Existe relação entre o sotaque e o voto para presidente?


Este blog não costuma falar de política, mas, se sou um pseudolinguista, posso muito bem ser um pseudo cientista político. (Ou seria pseudocientista político? Clique aqui para ler sobre isso.)

O mapa da esquerda mostra o resultado do primeiro turno das eleições presidenciais de 2006. Os municípios vermelhos foram os que votaram mais no candidato do PT, Luiz Inácio Lula da Silva, enquanto os azuis foram aqueles onde quem teve mais votos foi o PSDB com Geraldo Alckmin. Uma divisão regional quase idêntica foi vista na eleição de 2010, novamente opondo PT e PSDB.

O mapa da direita divide o Brasil em duas partes de acordo com o sotaque. Na parte vermelha, as pessoas pronunciam o R de porta com um som aspirado ou gutural, igual ao de RR. Na parte azul, o R de porta é alveolar (pronunciado com a língua no céu da boca), seja como aproximante retroflexo (o famoso "R caipira") ou como um tepe (igual ao R de "caro"). A área arroxeada é de sotaque indefinido (conforme Antenor Nascentes).


E que é que a gente constata? As regiões com R gutural são quase sempre as mesmas que votam no PT, enquanto as de R alveolar correspondem aproximadamente às que votam no PSDB. Tem exceções no Norte, mas isso é de se esperar quando tem tantos fatores envolvidos. A correlação é especialmente clara em Minas Gerais: dentro desse estado passa a falha geológica entre os sotaques, e ela é bem próxima da linha que separa os municípios vermelhos dos azuis.

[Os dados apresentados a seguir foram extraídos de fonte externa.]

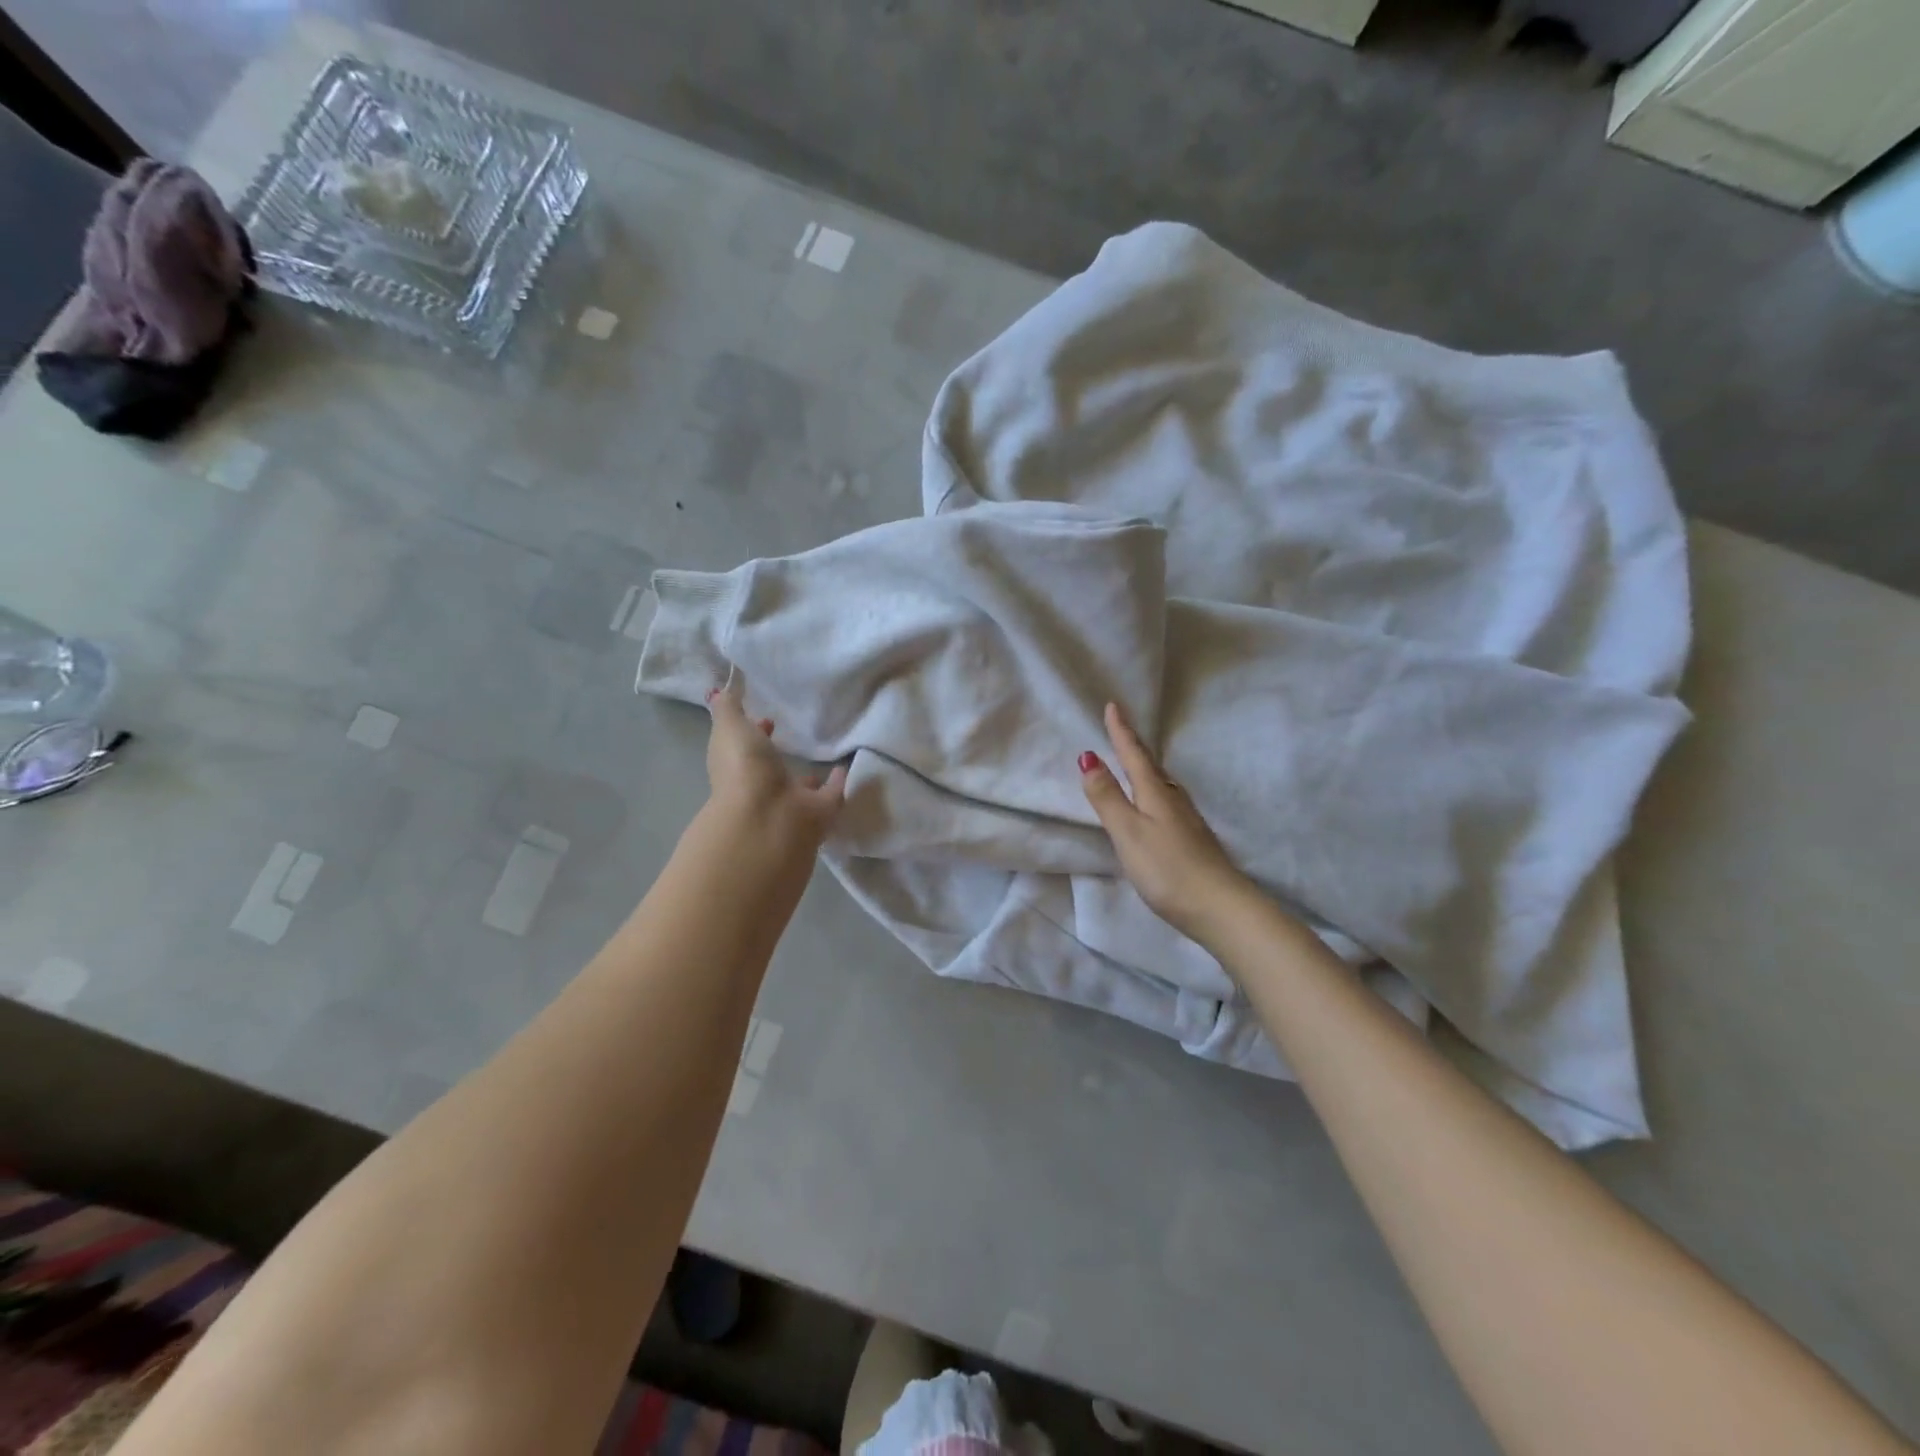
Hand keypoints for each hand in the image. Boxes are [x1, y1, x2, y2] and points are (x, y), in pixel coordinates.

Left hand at [704, 675, 847, 848]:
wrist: (769, 816)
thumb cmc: (743, 769)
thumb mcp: (729, 727)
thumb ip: (728, 707)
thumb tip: (722, 688)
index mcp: (738, 768)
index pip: (744, 747)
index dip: (753, 732)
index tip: (766, 718)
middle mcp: (763, 787)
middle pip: (772, 768)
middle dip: (780, 755)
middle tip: (798, 734)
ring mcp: (792, 802)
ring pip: (801, 785)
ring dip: (809, 774)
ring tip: (827, 753)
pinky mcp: (820, 811)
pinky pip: (832, 793)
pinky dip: (839, 782)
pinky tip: (849, 766)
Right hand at [1079, 702, 1250, 944]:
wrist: (1219, 907)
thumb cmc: (1167, 868)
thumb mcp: (1128, 831)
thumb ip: (1107, 797)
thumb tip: (1088, 756)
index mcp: (1155, 793)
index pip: (1134, 755)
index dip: (1121, 732)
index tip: (1113, 705)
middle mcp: (1173, 799)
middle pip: (1150, 766)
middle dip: (1133, 747)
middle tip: (1120, 729)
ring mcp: (1186, 819)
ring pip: (1161, 784)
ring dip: (1145, 770)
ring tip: (1134, 762)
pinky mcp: (1192, 839)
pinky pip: (1167, 802)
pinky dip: (1154, 793)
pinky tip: (1156, 805)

Achou a tese viajada? Pois saiba que, num país colonizado, o sotaque de cada região é determinado pela história da sua ocupação, pelos movimentos migratórios que passaram por lá. A variante local da língua faz parte de um pacote cultural maior que pode ajudar a explicar o voto, mesmo que indiretamente. 

Quer um exemplo? A área roxa do mapa tem sotaque dito indefinido porque o mapa foi feito nos anos 50, quando era "praticamente despovoada". Desde então, a região virou uma fronteira agrícola e recebeu um grande fluxo de migrantes, boa parte deles vindos do Sul. Essa nova realidade, que certamente tem efeitos eleitorais, também vai ser refletida no sotaque dos habitantes. 

A melhor explicação para a correlação entre sotaque e voto parece ser que o sotaque também está correlacionado com o IDH. Nas últimas eleições, o IDH teve uma correlação fortíssima com o voto. Os municípios mais desenvolvidos tenderam a votar no PSDB, enquanto os mais pobres tenderam a escolher o PT. 

O mapa da esquerda é o mapa eleitoral de 2006; o da direita é o mapa do IDH municipal do ano 2000. Por cima dos dois, você vê a isoglossa que separa os sotaques de R gutural com os de R alveolar.

A correlação entre IDH e sotaque fica mais forte quando se classifica os sotaques de outra forma: segundo pronunciam sereno como "sé-reno" (E aberto) ou "sê-reno" (E fechado). Essa é a divisão mais importante entre os sotaques brasileiros; Antenor Nascentes usou ela para dividir o país linguisticamente entre Norte e Sul. Vejam de novo o mapa de IDH, dessa vez com a nova isoglossa:

Qual foi a grande diferença? O Rio de Janeiro e o Espírito Santo mudaram de lado. São estados atípicos, porque são ricos e têm sotaque de tipo sulista, mas ao mesmo tempo têm R gutural e votaram no Lula em 2006. Na eleição seguinte, a de 2010, o PSDB melhorou seu desempenho nos dois estados. Será que eles são os nossos swing states? (Nos EUA, chamam de swing state um estado que pode votar tanto num partido como em outro, sendo por isso imprevisível.)